To determine what areas to focus we need to keep in mind many of us have great skills and often those skills that are our greatest strengths also become our greatest weaknesses in managing relationships.  For example if we have great skills at being organized and structured, we likely have a very difficult time when situations arise that we are unable to have the structure and order we prefer.  In that vein the preferences extent to connecting with our team mates.  We intellectually recognize that different skills sets are required on a team to really achieve great performance, but its these differences that cause great angst when peoples different preferences put a strain on relationships.  The original post in January identified 4 areas that you could choose from to improve your skills.  With 30 days of practice under your belt you should be ready for one more “new skill” or “modification of your behaviour” to help improve those skills.

Here are your 4 choices for your 2nd, 30 day challenge:

  1. Let someone else speak first – if your normal tendency is to speak up first, for 30 days try letting someone else have the first word.  It doesn’t mean you disengage from the group and don’t speak it means you just take a breath and let someone speak first.  This will allow others on the team the opportunity to speak up more and also allow you to hone your listening skills.  When we are in discussions with a team, if we always speak first we also tend to dominate the conversation.  Being conscious of not speaking first will help you focus on hearing what others have to say.
  2. State your opinions – if you like to hold back your ideas to hear what the rest of the team has to say first, try being the first one to articulate your position.  This doesn’t mean you abandon your listening skills, but likely you don’t state your own opinions often and clearly enough to let the group know you do have strong opinions and can be decisive.  Having the ability to adjust our own perspectives based on others valid input is definitely a valuable team skill, however some team members may need to see a more decisive side of you to ensure they understand the value of compromise.  When you compromise your ideas without even sharing your original perspective, others may not give you credit for your ideas and any compromises you have made.
  3. Eliminate sarcasm for a month – it may seem harmless enough to you, but odds are if you have been called sarcastic more than a couple of times in the last week its a bit too much a part of your repertoire.  Become more aware and when possible opt to eliminate it.  The effort alone will not go unnoticed and after the 30 days you will likely use it more sparingly just by becoming more aware of how often you utilize it in your communication with team members.  If you would like to read more about the potentially destructive aspects of using sarcasm, refer to this earlier post.
  4. Do something just for the fun of it– Dive into an activity with abandon. Forget about schedules and duties for the moment and allow yourself to fully participate. Instead of questioning whether the activity is productive, logical or responsible, ask if it would bring you joy.  Take this more lighthearted approached when dealing with some team interactions this month even on things that are productive and logical and you will experience a different connection to the team.

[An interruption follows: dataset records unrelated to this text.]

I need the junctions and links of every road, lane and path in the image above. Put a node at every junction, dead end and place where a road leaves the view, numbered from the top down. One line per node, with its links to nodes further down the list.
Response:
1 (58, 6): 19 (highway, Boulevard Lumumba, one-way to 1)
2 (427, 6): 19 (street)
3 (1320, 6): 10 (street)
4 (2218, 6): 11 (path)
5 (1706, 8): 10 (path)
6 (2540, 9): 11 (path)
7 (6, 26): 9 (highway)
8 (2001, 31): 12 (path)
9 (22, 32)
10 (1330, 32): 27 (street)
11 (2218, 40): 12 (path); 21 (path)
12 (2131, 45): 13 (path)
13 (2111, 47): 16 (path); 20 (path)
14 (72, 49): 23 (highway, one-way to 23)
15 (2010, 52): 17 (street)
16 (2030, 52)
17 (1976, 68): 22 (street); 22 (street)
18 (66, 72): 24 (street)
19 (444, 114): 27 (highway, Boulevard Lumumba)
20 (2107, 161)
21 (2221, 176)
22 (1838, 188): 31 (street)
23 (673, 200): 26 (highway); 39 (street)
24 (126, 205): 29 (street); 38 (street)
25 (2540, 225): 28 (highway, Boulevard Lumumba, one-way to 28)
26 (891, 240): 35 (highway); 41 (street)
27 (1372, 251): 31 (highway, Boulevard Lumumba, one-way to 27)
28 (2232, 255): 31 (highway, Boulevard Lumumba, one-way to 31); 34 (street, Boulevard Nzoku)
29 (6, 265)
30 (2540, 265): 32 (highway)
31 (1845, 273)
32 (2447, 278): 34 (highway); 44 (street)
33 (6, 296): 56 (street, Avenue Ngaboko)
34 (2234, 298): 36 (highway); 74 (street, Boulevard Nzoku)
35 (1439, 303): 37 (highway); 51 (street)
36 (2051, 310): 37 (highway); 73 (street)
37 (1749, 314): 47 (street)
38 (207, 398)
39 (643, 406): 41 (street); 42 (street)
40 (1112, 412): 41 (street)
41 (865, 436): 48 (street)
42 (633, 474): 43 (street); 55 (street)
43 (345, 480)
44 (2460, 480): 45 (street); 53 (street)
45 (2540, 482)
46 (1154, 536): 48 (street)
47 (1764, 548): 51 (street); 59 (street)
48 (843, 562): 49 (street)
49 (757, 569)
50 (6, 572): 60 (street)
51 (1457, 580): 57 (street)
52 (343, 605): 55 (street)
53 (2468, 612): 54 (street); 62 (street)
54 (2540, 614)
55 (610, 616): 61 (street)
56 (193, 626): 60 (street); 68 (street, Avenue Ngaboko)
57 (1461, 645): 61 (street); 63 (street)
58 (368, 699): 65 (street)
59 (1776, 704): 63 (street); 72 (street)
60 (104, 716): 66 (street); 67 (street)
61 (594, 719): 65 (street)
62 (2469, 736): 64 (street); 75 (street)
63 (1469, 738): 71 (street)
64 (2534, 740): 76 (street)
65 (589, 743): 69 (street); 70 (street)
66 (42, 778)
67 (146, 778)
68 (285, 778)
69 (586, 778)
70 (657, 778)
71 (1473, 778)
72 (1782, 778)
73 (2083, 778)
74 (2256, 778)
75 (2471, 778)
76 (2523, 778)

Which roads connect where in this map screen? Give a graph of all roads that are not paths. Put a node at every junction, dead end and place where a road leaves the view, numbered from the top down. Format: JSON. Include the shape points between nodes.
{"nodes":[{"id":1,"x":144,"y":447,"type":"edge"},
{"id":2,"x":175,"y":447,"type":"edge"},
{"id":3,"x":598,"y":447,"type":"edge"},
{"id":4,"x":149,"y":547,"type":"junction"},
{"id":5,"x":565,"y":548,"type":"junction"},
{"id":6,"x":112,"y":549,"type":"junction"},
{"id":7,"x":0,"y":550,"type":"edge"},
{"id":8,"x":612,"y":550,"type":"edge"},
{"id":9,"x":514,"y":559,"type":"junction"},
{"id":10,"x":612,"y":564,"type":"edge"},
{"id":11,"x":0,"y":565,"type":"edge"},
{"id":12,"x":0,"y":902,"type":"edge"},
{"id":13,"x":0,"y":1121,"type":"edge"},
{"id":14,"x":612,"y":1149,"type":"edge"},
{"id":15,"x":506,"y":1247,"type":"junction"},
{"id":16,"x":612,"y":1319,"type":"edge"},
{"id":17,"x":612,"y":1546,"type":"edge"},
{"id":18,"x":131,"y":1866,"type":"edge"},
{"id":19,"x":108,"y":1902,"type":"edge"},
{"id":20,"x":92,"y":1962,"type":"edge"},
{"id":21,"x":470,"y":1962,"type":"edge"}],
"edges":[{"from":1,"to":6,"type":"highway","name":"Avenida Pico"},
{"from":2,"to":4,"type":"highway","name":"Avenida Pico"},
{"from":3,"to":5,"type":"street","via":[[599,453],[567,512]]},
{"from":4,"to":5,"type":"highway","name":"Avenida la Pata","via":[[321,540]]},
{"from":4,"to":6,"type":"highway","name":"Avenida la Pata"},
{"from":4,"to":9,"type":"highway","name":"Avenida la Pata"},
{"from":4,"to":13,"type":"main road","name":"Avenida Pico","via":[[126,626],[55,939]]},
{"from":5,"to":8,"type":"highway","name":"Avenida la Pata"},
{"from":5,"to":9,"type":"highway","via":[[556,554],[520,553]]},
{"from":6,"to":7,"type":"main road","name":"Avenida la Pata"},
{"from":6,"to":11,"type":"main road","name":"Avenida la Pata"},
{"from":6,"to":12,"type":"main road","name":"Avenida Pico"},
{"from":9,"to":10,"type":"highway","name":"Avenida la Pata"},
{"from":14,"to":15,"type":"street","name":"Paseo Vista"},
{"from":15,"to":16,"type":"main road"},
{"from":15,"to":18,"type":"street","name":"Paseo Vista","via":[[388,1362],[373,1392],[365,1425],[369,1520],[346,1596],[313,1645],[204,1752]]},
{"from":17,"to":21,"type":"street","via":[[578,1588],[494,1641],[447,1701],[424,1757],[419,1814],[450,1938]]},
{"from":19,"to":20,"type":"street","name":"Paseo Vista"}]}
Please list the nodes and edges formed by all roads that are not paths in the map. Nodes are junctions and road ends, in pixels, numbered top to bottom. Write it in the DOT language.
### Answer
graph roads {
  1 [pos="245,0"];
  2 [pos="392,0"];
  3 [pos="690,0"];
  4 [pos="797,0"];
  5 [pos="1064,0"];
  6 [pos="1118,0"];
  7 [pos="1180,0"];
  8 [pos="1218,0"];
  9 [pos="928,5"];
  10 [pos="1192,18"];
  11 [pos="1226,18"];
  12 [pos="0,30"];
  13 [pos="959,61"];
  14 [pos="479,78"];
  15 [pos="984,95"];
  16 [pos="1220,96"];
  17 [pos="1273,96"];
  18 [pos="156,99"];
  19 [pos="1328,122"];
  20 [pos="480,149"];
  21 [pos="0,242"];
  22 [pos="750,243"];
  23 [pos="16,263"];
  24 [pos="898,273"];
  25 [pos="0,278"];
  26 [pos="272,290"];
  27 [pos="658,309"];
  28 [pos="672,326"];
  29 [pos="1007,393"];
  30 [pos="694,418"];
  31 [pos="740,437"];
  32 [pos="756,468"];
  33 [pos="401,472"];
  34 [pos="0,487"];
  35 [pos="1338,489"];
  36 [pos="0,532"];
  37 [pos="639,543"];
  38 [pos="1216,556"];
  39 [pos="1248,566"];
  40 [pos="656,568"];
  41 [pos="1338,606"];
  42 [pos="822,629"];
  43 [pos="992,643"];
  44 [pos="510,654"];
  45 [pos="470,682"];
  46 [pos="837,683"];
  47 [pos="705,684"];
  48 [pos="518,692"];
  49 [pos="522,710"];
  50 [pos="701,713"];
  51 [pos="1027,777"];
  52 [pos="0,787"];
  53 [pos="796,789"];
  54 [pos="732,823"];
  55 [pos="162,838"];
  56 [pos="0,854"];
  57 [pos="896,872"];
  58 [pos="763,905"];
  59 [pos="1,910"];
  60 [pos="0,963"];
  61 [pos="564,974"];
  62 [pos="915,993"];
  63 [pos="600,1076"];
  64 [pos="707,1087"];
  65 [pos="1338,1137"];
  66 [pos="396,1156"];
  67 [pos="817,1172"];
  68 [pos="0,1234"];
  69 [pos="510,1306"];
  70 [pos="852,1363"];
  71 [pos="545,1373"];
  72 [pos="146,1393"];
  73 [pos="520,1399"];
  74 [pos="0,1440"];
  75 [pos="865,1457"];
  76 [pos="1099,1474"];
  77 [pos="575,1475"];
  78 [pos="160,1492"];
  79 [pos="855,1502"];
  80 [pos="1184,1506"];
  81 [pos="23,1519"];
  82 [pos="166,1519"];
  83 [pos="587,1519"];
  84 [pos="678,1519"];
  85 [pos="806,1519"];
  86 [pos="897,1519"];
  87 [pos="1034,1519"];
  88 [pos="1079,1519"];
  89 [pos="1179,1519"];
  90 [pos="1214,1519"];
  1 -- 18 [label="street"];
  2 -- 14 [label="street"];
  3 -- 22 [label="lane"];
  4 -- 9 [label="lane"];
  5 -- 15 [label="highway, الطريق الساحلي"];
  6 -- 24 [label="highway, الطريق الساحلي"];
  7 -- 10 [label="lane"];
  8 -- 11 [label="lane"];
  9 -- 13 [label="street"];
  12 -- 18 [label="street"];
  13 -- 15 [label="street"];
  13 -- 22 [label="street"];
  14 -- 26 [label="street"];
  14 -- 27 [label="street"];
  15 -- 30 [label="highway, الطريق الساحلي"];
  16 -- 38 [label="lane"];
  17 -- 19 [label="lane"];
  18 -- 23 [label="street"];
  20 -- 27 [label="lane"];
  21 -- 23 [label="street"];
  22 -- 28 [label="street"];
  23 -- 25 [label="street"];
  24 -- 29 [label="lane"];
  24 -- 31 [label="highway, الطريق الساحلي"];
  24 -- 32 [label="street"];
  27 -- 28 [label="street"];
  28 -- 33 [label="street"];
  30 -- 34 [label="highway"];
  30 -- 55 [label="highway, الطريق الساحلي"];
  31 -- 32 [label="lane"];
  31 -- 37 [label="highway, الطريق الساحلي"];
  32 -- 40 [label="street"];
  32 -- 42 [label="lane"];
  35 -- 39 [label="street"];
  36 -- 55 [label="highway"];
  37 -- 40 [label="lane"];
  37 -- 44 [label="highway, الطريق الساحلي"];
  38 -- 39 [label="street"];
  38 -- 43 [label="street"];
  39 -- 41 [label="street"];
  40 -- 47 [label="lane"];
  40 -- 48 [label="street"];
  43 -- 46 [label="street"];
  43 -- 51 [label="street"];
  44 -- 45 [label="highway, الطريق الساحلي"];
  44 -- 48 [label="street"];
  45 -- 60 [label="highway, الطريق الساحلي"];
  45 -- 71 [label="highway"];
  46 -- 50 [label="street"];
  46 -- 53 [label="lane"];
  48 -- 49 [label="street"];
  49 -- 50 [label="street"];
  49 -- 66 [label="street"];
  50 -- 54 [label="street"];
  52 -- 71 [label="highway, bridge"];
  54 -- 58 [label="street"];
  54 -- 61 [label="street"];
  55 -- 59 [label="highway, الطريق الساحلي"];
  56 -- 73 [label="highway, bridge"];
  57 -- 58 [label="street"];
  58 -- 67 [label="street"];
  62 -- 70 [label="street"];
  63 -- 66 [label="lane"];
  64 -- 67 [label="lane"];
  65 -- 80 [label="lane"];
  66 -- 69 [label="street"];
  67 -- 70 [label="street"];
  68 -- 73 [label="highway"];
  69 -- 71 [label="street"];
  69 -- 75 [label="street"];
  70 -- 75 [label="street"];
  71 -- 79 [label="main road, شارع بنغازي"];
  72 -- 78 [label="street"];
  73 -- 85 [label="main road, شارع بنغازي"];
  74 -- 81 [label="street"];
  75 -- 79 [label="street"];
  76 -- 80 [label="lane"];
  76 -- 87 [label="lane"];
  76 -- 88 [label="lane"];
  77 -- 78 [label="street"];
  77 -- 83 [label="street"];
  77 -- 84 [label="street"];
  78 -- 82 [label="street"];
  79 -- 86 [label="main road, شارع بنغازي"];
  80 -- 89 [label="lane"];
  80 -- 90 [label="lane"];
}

As with your previous 30 day challenge, now that you have selected one item that resonates to improve your team skills, do the following:

  1. Write it down.
  2. Commit to at least one other person, what you have decided to focus on for 30 days.
  3. Write down in bullet points, the areas that you can see it impacting your behaviour/routines for the next 7 days.
  4. After 7 days,  jot down your successes and add any new opportunities to implement you see coming in the next week.
  5. Repeat till the end of your 30 day challenge!

Don’t forget to engage your team members to also take the challenge, with everyone on the team working to improve, the team results should soar!

I welcome feedback on key things you have identified that significantly contribute to your effective team skills, to help build the repertoire of key skills to be developed.